Tuesday, January 20, 2015

Lost

Ten and a half years ago I found out I was pregnant.

And I sat on the floor and cried.

That made the guilt for what was to come that much worse.

You see, we had a baby. Barely six months old. My husband had lost his job the week before he was born. I probably had post-partum depression, too. I was not ready for another baby. Especially since my current baby would only be thirteen months old when this one arrived. I'm not sure what made me take the test, but there it was sitting on the counter. And I was overwhelmed.

We spent the week thinking and praying. Honestly...coming to terms with the next change in our life. And that's when the spotting started. I did what I was supposed to do. I called my doctor. I laid down. I rested.

But all it took was one trip to the bathroom.

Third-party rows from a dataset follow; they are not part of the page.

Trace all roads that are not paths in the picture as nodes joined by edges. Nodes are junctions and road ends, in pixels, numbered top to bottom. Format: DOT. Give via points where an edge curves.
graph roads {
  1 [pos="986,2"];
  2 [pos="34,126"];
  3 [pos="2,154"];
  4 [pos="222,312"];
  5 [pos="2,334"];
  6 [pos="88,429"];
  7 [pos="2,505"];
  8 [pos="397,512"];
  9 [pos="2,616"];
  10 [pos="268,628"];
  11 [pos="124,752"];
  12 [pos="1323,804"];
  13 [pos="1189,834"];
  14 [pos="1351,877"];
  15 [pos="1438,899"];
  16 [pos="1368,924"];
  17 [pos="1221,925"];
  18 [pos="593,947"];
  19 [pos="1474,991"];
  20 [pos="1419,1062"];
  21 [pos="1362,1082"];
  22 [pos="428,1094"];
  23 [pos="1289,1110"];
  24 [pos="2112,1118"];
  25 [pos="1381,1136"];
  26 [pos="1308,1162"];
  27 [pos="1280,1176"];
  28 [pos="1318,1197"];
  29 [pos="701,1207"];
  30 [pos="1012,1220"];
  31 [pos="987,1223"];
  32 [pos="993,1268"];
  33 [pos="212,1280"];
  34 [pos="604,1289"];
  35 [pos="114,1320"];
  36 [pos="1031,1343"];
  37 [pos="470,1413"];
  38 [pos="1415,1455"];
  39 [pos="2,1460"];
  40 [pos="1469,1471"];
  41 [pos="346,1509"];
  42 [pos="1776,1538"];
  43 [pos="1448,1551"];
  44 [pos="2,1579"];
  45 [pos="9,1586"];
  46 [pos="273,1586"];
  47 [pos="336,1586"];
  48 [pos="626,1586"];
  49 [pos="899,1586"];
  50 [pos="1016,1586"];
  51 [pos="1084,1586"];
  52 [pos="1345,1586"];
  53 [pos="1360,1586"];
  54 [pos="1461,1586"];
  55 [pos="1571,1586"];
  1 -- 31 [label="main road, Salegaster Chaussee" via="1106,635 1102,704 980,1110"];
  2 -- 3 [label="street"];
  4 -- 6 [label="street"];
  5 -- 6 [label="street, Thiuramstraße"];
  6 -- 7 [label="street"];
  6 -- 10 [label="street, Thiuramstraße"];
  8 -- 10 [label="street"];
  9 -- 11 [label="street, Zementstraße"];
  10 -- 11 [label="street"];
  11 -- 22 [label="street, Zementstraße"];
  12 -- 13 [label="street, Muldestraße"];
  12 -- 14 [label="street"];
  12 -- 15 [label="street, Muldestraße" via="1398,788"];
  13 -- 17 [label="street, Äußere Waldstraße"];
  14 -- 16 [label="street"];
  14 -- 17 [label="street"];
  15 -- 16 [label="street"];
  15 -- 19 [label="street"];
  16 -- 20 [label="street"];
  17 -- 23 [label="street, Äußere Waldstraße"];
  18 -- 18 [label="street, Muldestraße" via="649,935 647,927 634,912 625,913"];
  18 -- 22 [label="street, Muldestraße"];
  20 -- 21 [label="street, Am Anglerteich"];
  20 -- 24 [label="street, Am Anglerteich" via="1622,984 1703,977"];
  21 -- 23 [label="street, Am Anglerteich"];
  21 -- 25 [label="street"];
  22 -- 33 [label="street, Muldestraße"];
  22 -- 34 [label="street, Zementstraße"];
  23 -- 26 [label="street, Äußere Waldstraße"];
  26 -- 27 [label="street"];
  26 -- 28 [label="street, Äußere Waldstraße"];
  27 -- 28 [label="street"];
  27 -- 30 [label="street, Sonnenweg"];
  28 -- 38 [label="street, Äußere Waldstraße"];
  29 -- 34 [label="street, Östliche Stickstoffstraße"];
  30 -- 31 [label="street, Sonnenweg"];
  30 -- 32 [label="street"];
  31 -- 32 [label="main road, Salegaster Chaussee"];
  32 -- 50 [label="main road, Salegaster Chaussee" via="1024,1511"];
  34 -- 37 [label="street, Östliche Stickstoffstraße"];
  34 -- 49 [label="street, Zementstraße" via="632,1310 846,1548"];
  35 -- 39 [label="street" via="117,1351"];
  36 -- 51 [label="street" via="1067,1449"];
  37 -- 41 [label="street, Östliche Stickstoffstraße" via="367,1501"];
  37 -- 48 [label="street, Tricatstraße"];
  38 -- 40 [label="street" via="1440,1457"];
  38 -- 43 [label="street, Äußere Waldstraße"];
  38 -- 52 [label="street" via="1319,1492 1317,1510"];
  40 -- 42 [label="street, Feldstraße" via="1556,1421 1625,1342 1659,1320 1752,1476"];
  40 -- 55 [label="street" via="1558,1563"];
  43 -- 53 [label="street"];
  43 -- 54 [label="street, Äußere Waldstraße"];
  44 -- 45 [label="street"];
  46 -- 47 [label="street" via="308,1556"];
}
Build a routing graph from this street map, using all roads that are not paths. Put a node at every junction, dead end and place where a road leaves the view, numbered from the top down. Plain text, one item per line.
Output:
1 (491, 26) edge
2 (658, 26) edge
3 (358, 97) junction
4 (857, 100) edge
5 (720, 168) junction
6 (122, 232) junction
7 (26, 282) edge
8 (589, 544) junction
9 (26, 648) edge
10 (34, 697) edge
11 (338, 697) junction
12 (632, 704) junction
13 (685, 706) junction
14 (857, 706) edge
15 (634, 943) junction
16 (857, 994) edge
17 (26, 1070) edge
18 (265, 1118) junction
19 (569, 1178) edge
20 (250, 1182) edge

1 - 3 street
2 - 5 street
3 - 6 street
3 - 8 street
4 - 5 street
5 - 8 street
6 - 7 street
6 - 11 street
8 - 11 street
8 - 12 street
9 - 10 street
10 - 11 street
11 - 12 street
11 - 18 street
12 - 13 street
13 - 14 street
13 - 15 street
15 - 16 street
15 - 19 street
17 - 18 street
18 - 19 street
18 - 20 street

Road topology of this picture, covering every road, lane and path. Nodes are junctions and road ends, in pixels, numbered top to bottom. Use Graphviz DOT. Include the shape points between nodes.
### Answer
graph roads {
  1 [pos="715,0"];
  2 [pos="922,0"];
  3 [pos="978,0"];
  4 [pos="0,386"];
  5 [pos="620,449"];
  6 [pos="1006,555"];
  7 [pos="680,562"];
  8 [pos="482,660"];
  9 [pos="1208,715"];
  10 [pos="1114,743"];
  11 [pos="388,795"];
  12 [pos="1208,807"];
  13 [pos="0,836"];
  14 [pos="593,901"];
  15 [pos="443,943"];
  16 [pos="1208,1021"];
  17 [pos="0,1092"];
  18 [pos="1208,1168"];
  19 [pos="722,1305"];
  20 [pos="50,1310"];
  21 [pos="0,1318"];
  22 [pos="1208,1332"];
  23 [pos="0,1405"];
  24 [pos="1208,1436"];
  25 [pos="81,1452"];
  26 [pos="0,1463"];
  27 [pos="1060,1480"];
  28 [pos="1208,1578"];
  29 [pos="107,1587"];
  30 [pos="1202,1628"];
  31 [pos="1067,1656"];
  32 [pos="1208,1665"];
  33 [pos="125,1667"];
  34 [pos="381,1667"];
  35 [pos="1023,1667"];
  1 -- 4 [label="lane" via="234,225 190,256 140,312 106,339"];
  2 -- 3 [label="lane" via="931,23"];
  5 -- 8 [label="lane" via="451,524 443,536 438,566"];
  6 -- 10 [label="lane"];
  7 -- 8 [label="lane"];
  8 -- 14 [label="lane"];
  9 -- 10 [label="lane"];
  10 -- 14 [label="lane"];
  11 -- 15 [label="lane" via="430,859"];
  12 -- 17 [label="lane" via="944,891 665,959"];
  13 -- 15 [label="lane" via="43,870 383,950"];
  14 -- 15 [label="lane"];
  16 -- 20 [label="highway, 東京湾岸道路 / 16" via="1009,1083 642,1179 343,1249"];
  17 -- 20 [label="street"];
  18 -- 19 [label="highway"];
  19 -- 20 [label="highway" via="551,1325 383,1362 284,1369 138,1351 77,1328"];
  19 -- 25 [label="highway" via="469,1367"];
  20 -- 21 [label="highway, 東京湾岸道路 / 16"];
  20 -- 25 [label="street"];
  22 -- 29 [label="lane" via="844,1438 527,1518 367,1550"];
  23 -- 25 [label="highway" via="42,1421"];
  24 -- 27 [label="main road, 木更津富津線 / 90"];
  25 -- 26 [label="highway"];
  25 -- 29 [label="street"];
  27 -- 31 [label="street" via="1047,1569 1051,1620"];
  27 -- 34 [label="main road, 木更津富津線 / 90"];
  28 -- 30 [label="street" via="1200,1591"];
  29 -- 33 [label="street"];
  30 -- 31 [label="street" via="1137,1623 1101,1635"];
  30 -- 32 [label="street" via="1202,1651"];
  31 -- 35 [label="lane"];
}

And I sat on the floor and cried.

The rest of the week is a blur of pain, tears, trips to the hospital and clinic and rationalizing. Trying to understand why God would give us a baby, only to take it away again.

It didn't take long to get pregnant again, and again, and again, and again. We ended up with five kids. And not a lot of time to think about the one we lost. I'm not even sure how many people we've talked to about that baby. But last week I did. I shared my story with some other moms. I did think about that baby. The one that I never got to hold. And I let the pain of it touch me, for the first time since it happened.

And I have a song for that.
https://www.youtube.com/watch?v=SyAN-c9k9HA

God created. He had no intentions for anyone to die. That's why it hurts us so much when someone does. Why it just about kills us when it's a child, even one yet unborn. It's ok to feel it.